Collected data:
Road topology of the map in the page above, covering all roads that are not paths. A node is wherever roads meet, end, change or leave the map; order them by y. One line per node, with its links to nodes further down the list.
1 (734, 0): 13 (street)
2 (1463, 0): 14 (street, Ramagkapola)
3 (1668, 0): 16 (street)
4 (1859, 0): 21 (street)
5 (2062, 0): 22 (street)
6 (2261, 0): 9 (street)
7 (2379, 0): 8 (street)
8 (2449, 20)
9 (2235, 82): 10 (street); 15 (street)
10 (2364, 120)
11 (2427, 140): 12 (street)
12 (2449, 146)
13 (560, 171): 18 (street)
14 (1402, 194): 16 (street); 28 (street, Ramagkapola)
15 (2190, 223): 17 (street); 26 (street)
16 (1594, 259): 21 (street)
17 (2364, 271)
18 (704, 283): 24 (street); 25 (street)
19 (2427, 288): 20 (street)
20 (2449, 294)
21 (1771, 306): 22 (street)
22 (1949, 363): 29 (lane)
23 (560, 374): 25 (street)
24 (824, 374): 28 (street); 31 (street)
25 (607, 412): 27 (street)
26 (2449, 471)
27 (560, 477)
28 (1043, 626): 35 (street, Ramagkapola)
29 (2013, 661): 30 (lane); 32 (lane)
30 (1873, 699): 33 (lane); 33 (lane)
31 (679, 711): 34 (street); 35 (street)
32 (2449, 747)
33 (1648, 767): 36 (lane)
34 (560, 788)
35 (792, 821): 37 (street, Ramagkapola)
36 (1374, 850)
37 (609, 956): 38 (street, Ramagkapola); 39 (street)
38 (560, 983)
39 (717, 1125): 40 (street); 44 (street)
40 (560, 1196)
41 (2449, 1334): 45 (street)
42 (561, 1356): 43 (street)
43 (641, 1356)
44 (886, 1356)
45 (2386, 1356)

-- Work to complete --
Copy out the lines of the data where the word "Ramagkapola" can be found.

-- Answer to this task --
2 (1463, 0): 14 (street, Ramagkapola)
14 (1402, 194): 16 (street); 28 (street, Ramagkapola)
28 (1043, 626): 35 (street, Ramagkapola)
35 (792, 821): 37 (street, Ramagkapola)
37 (609, 956): 38 (street, Ramagkapola); 39 (street)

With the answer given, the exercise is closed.